I agree with the Court of Appeal decision on both appeals, though on rather shorter grounds. Assuming, as I am, the correctness of the Croydon
decision, there can be no doubt that the appeal committee dealt correctly with the first stage. The first paragraph of the letters to each of the
parents showed that the school was over-subscribed and that to admit their daughters would be detrimental to the provision of efficient
education: therefore the case fell within section 6(3)(a) of the Act of 1980. As to the second stage, like the Court of Appeal I can see no
ground for impugning the grounds for decision stated in the letter to Mr Choudhury. The appeal committee refer especially to the personal
difficulties urged by Mr Choudhury and in the last sentence state expressly that they had balanced such personal hardships against the
prejudice to efficient education mentioned in section 6(3)(a).

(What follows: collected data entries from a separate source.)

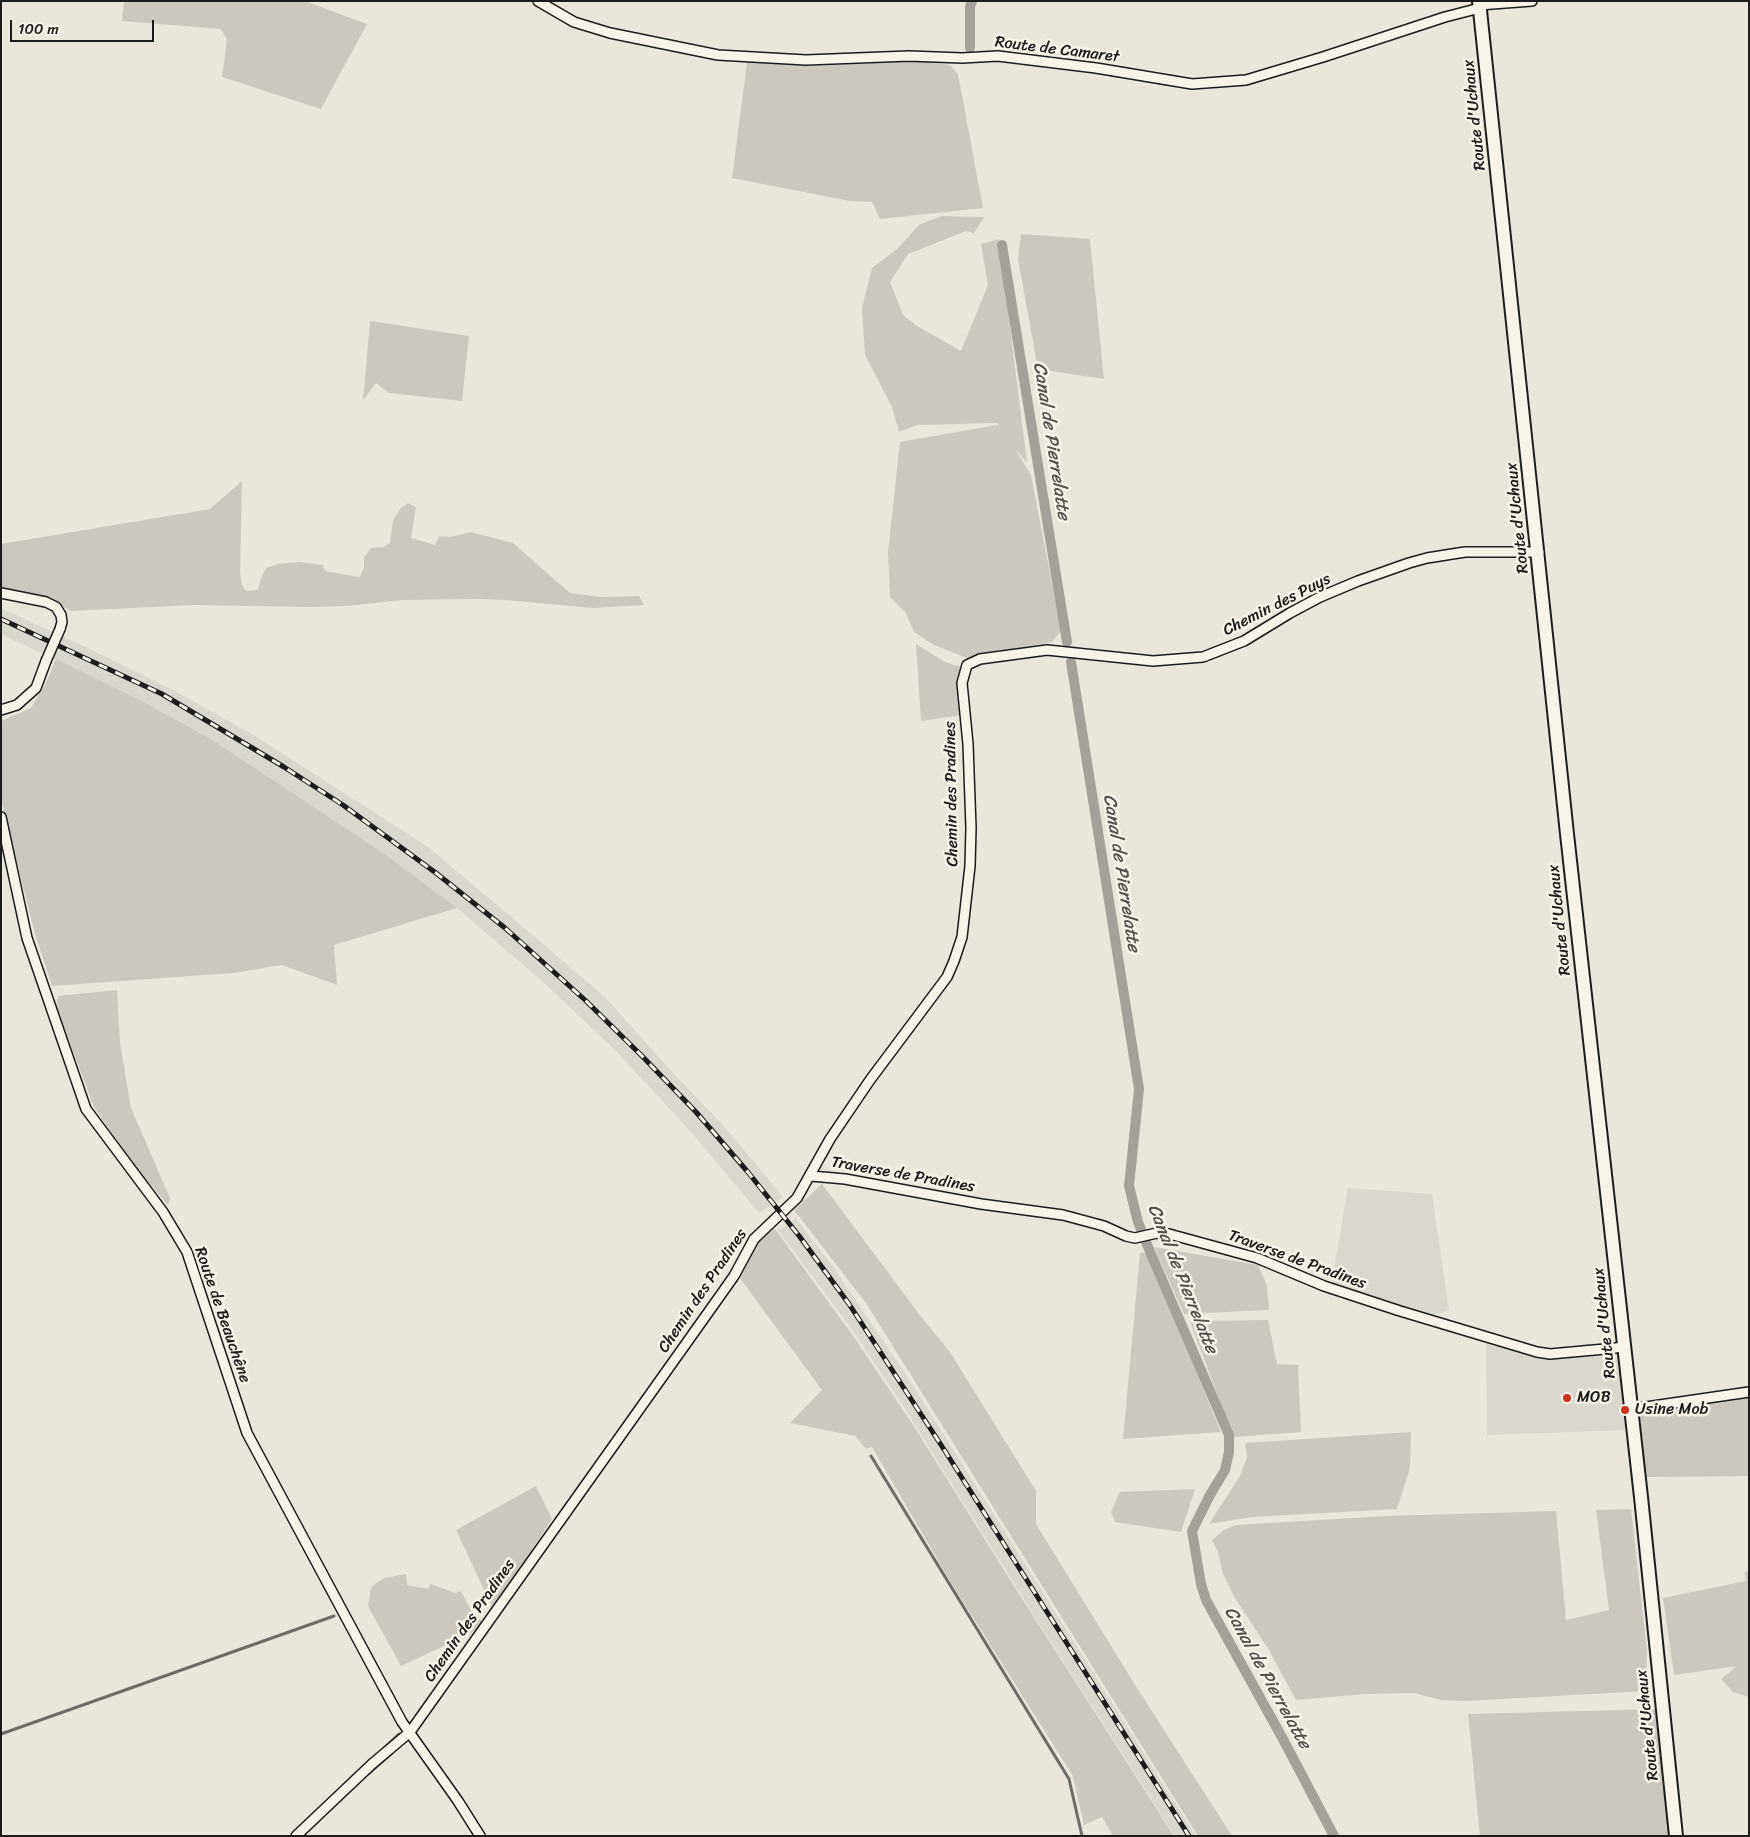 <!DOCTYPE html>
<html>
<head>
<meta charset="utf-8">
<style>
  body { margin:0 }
  #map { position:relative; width:1750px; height:1837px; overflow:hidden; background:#eae6dc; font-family:Sriracha,sans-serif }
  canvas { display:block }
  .frame { position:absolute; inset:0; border:2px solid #1c1c1c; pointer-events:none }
  .scale { position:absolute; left:10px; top:20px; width:144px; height:22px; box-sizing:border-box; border:2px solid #1c1c1c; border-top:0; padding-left:6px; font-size:15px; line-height:18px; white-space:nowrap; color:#1c1c1c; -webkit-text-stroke:4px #f7f3e8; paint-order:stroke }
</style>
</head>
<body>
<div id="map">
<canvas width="1750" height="1837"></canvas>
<div class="frame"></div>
<div class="scale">100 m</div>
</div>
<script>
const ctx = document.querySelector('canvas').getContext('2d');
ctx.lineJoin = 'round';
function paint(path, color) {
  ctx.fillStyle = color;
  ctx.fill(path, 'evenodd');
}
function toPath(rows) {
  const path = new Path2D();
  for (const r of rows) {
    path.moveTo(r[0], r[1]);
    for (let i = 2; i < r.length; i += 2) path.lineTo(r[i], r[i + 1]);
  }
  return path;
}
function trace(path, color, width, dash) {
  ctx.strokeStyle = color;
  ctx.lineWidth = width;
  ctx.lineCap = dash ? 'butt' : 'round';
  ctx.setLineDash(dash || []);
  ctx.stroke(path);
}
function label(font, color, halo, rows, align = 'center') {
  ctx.font = font + ' Sriracha,sans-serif';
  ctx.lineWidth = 5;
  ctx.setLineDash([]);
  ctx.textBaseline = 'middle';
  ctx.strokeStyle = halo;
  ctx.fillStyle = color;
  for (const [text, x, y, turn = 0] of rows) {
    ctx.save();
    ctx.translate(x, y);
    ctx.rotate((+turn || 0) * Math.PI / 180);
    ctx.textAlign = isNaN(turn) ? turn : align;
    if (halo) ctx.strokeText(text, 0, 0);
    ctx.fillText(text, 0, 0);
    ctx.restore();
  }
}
const built = toPath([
  [1,608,92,650,173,690,252,734,428,847,522,926,605,997,671,1071,723,1125,783,1197,759,1213,692,1133,616,1051,543,982,457,908,385,854,214,741,146,703,1,634],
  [1348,1188,1432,1194,1449,1310,1429,1317,1331,1286],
  [795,1217,834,1268,905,1373,1196,1836,1175,1836,1038,1622,905,1409,850,1327,777,1229,781,1229,793,1220],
  [1486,1344,1543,1358,1620,1352,1628,1430,1487,1435]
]);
const green = toPath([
  [124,1,305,1,367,24,321,109,222,77,227,40,221,29,122,21],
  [919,61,950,65,958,74,983,208,880,219,872,202,850,201,732,178,747,62,814,66],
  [942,216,984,217,974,233,966,231,908,254,890,282,903,315,917,326,961,351,988,285,981,244,999,239,1027,463,1015,449,1031,475,1061,631,1052,642,967,658,934,645,914,632,906,613,890,597,888,552,900,442,997,425,1000,427,997,423,917,425,899,432,892,407,865,355,862,308,872,268,897,249,920,224],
  [1021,234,1090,239,1104,379,1038,369,1018,259],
  [370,321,469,336,462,401,389,393,376,383,363,400],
  [242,481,240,573,242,585,246,591,258,590,261,578,266,568,278,564,299,562,323,565,325,571,360,577,364,567,364,557,371,548,383,547,390,543,393,520,401,508,408,503,416,507,411,538,435,545,439,536,450,537,471,532,513,543,570,593,602,597,639,596,644,605,592,608,506,600,478,599,403,600,346,606,311,607,194,605,71,611,49,599,1,587,1,544,210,509],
  [916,644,945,662,961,667,959,687,962,715,921,721],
  [56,659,146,703,214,741,385,854,457,908,334,945,337,985,282,965,233,973,52,986,35,934,1,799,1,721,31,708,45,685],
  [117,990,120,1042,131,1108,170,1198,168,1205,135,1167,94,1107,56,1006,58,996],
  [822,1184,919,1314,950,1352,1036,1491,1036,1524,1137,1688,1232,1836,1198,1836,866,1303,794,1210],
  [775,1229,856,1340,915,1428,1014,1586,1174,1836,1113,1836,1102,1817,1084,1825,1073,1776,950,1581,872,1447,866,1449,855,1436,790,1423,822,1390,739,1277,760,1238],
  [1154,1247,1258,1265,1267,1285,1269,1310,1184,1314],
  [1148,1252,1206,1396,1221,1432,1123,1439,1140,1253],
  [1268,1320,1277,1364,1298,1365,1301,1432,1233,1437,1190,1321],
  [1749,1396,1749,1476,1647,1477,1637,1414],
  [1411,1432,1410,1468,1397,1509,1252,1517,1209,1524,1240,1476,1247,1457,1245,1443],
  [536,1486,552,1519,493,1609,456,1530],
  [1195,1489,1181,1532,1115,1522,1111,1512,1120,1492],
  [1631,1509,1647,1650,1646,1691,1466,1701,1441,1700,1414,1693,1366,1694,1296,1700,1269,1650,1235,1598,1223,1574,1218,1552,1212,1540,1224,1530,1236,1525,1386,1516,1556,1511,1566,1620,1609,1610,1596,1510],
  [1749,1571,1749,1697,1733,1692,1721,1679,1737,1666,1674,1675,1663,1598,1746,1581,1745,1572],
  [406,1574,407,1585,428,1589,431,1584,455,1593,461,1591,474,1616,484,1622,470,1634,401,1666,368,1606,371,1588,376,1583,385,1578],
  [1660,1709,1671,1836,1480,1836,1468,1714]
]);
const stream = toPath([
  [871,1456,1069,1779,1082,1836],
  [1,1734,334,1616],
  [382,1750,399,1734],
  [368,1774,392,1753]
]);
const canal = toPath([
  [970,48,970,7,972,1],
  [1002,245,1067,642],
  [1071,662,1139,1089,1129,1186,1138,1222,1148,1247,1229,1435,1229,1452,1225,1470,1210,1495,1192,1531,1201,1584,1206,1600,1284,1741,1334,1836]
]);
const street = toPath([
  [538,1,574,22,610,33,718,55,806,60,909,56,962,58,998,56,1096,68,1192,84,1246,80,1323,57,1445,17,1480,8],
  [1479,5,1532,1],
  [1,593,46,602,56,607,61,615,62,622,60,629],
  [1,710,17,705,36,688,46,661],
  [1,817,27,938,86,1109,163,1212,187,1252,247,1433,402,1722,458,1801,480,1836],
  [811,1176,845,1179,981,1204,1063,1215,1104,1226,1126,1236,1135,1238,1157,1233,1169,1234,1257,1258,1324,1286,1400,1311,1537,1352,1550,1354,1616,1348,1624,1346],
  [1632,1409,1749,1392],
  [296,1836,372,1764,410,1732,722,1293,734,1276,754,1239,797,1198,830,1139,870,1080,947,977,954,961,962,937,970,866,971,828,968,744,962,683,967,665,980,659,1047,650,1153,661,1203,657,1244,641,1290,613,1320,597,1358,581,1409,563,1427,558,1465,552,1539,552]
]);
const secondary = toPath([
  [1479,1,1567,834,1641,1497,1676,1836]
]);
const rail = toPath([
  [1,619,162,694,284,767,343,805,436,873,505,928,585,1000,642,1056,696,1112,747,1171,800,1237,849,1304,945,1451,1189,1836]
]);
const streetBridge = toPath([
  [46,661,60,629]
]);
const markers = [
  [1567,1398,5,"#c8321e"],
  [1625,1410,5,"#c8321e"]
];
const streetNames = [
  ["Route de Camaret",1057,50,7],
  ["Route d'Uchaux",1475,115,-96],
  ["Route d'Uchaux",1518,518,-96],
  ["Chemin des Puys",1277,605,-27],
  ["Chemin des Pradines",952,794,-91],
  ["Route d'Uchaux",1560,920,-96],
  ["Traverse de Pradines",903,1175,10],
  ["Traverse de Pradines",1297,1260,20],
  ["Chemin des Pradines",703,1291,-56],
  ["Route de Beauchêne",222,1315,71],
  ["Route d'Uchaux",1605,1323,-96],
  ["Chemin des Pradines",470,1621,-55],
  ["Route d'Uchaux",1648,1725,-96]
];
const poiNames = [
  ["MOB",1577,1398],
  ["Usine Mob",1635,1410]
];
const waterNames = [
  ["Canal de Pierrelatte",1051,441,81],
  ["Canal de Pierrelatte",1121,873,81],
  ["Canal de Pierrelatte",1182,1279,68],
  ["Canal de Pierrelatte",1267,1678,61]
];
paint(built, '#dad7ce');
paint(green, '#ccc8c0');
trace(stream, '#6d6c68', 3);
trace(canal, '#a3a19a', 10);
trace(street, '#1c1c1c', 12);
trace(secondary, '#1c1c1c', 16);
trace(street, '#f7f3e8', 9);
trace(secondary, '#f7f3e8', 12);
trace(rail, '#1c1c1c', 5);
trace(rail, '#f7f3e8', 3, [9]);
trace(streetBridge, '#1c1c1c', 12, []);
trace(streetBridge, '#f7f3e8', 9);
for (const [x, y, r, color] of markers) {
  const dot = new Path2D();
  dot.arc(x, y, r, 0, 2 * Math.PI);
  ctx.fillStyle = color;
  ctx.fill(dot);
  trace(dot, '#f7f3e8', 2);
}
label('16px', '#1c1c1c', '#f7f3e8', streetNames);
label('16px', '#1c1c1c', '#f7f3e8', poiNames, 'left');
label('italic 18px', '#52514e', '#f7f3e8', waterNames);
</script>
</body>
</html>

The letter to Mr Purkayastha is less clear. Mr Howell submits that the final paragraph of the letter discloses at least two errors of approach:
first, the statement that the daughter's academic ability was "not part of our remit;" second, the statement that the panel "felt unable to
override the stipulation of the Act."
I do not find in these passages any sufficient indication that the appeal committee erred in law. It is essential that in exercising the very
important jurisdiction to grant judicial review, the court should not intervene just because the reasons given, if strictly construed, may disclose
an error of law. The jurisdiction to quash a decision only exists when there has in fact been an error of law. Moreover, the court should not
approach decisions and reasons given by committees of laymen expecting the same accuracy in the use of language which a lawyer might be
expected to adopt. This was a lay committee, with a lay clerk. The same committee on the same day had considered Mr Choudhury's appeal
and the reasons they gave in that case are impeccable. As the Court of Appeal pointed out, it would be surprising if the same committee on the
same day had adopted one, correct, approach to one appeal and another, incorrect, approach to another.
In my judgment, the letter to Mr Purkayastha, fairly construed in its context, falls far short of disclosing an error of law. In the first paragraph,
they had held that the case fell within section 6(3)(a) because admission would prejudice efficient education. In the second paragraph they
expressly referred to the right of an over-subscribed school to adopt reasonable criteria for selection, the criteria had been published in this
case, and that they were required to take such criteria into account. Then in the last paragraph they express the view that the academic
ability of this particular child, not being one of the criteria for admission was not directly in point. In my judgment it was open to the committee
to decide the appeal on the grounds that, there being over-subscription which would prejudice efficient education if all were admitted, to uphold
the reasonable criteria for selection between all the applicants for a limited number of places is prima facie a fair and just way to determine the
appeal. Then, in the final sentence, they are saying that since the girl did not meet those criteria they felt "unable to override" the statutory
provisions in section 6(3)(a), ie, they felt that in her case there was not sufficient to justify them requiring an over-subscribed school to accept
her contrary to their admissions policy. I can see no error of law in such an approach.
I would therefore dismiss both appeals. As to costs, the applicants, are legally aided. The governors, a charity, have incurred substantial costs
in fighting this case and ask for an order that their costs both in the Court of Appeal and in this House be paid out of the Legal Aid Fund. I
would make that order, subject to the Legal Aid Fund being given an opportunity to show grounds why such an order should not be made.
Appeals dismissed. Orders for costs out of legal aid fund, suspended for three weeks.
Tower Hamlets Law Centre; Ellis Wood.